Les voyages de Jean-Marie Le Pen en Afrique
Même si en 2015 Jean-Marie Le Pen, alors député européen du FN, et sa fille la présidente, déclaraient que l’apartheid « était au départ une volonté de promotion des deux communautés. On peut juger cela plus ou moins sévèrement mais on ne peut pas trahir la pensée de ceux qui l'avaient élaborée1 ». Cela ne l’a pas empêché de rencontrer quelques piliers de la Françafrique.
Le Pen a utilisé la présence des anciens de l’OAS en Afrique pour rencontrer des présidents africains. En 1987, il se rend au Gabon saluer Omar Bongo. Plus tard sa femme Jany Le Pen rend visite à la première dame du Cameroun, Chantal Biya, qui souligne les convergences de vue avec le mouvement d’extrême droite. En 2016, Le Pen est invité à l’investiture présidentielle du dictateur de Guinée équatoriale, Teodoro Obiang Nguema, après une élection grossièrement truquée avec un score de… 93,7 %.

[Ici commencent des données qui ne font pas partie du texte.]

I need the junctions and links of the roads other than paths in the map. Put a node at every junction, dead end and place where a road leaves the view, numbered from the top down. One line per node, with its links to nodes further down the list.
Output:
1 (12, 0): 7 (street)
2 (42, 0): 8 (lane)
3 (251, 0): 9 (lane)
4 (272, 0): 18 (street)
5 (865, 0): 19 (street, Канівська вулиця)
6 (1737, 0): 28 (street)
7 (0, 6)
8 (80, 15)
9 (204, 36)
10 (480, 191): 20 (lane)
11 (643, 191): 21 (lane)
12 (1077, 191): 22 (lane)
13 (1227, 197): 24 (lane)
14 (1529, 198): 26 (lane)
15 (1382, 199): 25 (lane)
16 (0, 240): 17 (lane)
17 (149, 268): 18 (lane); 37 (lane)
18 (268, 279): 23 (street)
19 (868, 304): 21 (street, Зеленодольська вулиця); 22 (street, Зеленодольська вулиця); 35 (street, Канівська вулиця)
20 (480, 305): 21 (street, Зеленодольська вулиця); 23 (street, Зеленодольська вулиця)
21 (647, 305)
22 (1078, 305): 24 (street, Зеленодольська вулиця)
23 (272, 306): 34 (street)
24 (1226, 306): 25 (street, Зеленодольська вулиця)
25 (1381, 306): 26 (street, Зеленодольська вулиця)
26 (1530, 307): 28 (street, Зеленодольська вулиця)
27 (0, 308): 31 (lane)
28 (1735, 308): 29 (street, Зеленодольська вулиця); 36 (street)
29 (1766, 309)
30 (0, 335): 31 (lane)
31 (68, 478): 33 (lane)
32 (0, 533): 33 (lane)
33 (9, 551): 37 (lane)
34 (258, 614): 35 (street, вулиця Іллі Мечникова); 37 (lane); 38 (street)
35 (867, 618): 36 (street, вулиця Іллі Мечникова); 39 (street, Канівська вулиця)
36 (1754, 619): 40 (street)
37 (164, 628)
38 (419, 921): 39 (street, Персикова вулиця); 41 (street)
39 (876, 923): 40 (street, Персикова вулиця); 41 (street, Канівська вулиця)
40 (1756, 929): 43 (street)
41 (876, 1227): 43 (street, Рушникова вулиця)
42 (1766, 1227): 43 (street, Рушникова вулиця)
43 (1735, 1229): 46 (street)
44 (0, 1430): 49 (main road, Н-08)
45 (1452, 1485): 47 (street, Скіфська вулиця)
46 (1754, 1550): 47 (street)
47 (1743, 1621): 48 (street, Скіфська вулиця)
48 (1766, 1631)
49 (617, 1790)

Avec ces voyages, l’extrême droite crédibilise et conforte son assise. L’autre avantage serait financier. Le témoignage de Robert Bourgi fait état de financement par Omar Bongo, corroboré par l’ancien Premier ministre gabonais Jean Eyeghe Ndong, qui relate les propos du président du Gabon : « ce Monsieur, pourtant il est raciste mais il n'empêche que je lui ai fait cette gentillesse des valises d'argent2»
Marine sur les traces de son père
Les voyages en Afrique de Marine Le Pen conforte sa stature internationale. Pour cela, elle bénéficie du réseau de son père qu’elle tente d’étoffer. L’avocat Marcel Ceccaldi, défenseur du fils Kadhafi, lui a permis de rencontrer le dictateur tchadien Idriss Déby père et de faire un discours à l’Assemblée nationale de ce pays.
Son voyage à Dakar, où elle a rencontré Macky Sall en pleine dérive autoritaire, tient beaucoup à l’action de Philippe Bohn qui a occupé des hautes fonctions dans des grandes entreprises françaises. Proche des Républicains, il s’est désormais mis au service du Rassemblement national.
Elle pouvait aussi s’appuyer sur Gilbert Collard, avocat lui aussi, qui est passé chez Reconquête. Il a assuré la défense des dirigeants de l’association l’Arche de Zoé qui ont tenté au Tchad de kidnapper plusieurs dizaines d’enfants pour les faire adopter par des familles françaises.
Un discours pour l’Afrique
Les relations qu’elle noue avec les potentats africains passés et actuels n’empêchent nullement Marine Le Pen de jouer les pourfendeuses de la Françafrique et de la défense de la souveraineté des pays africains, se basant sur une idéologie ethno-différentialiste. Cette idée, développée par la nouvelle droite, est que chaque territoire se doit d’être dédié à une ethnie évitant ainsi les mélanges. Cette idéologie est le point commun de tous les identitaires. Elle rencontre l’assentiment de certains mouvements « patriotes » existant en Afrique de l’Ouest ou « néo-panafricanistes » dont la plupart sont à la solde de Poutine.
Un autre pour son électorat
Quant au discours en France, la politique africaine du Rassemblement national est abordée avant tout sous le prisme de l’immigration. Les pays qui refuseraient d’admettre leurs « ressortissants indésirables » expulsés de France se verraient sanctionnés. Suppression des visas, des possibilités de transfert d’argent et des aides au développement. Cette dernière serait de toute manière réduite et ne devrait bénéficier qu’aux entreprises françaises. Marine Le Pen se prononce évidemment contre les « discours de repentance » puisqu’elle défend les aspects positifs de la colonisation.
La politique du Rassemblement national se résume à trouver des alliés en Afrique et à discriminer les Africains en France.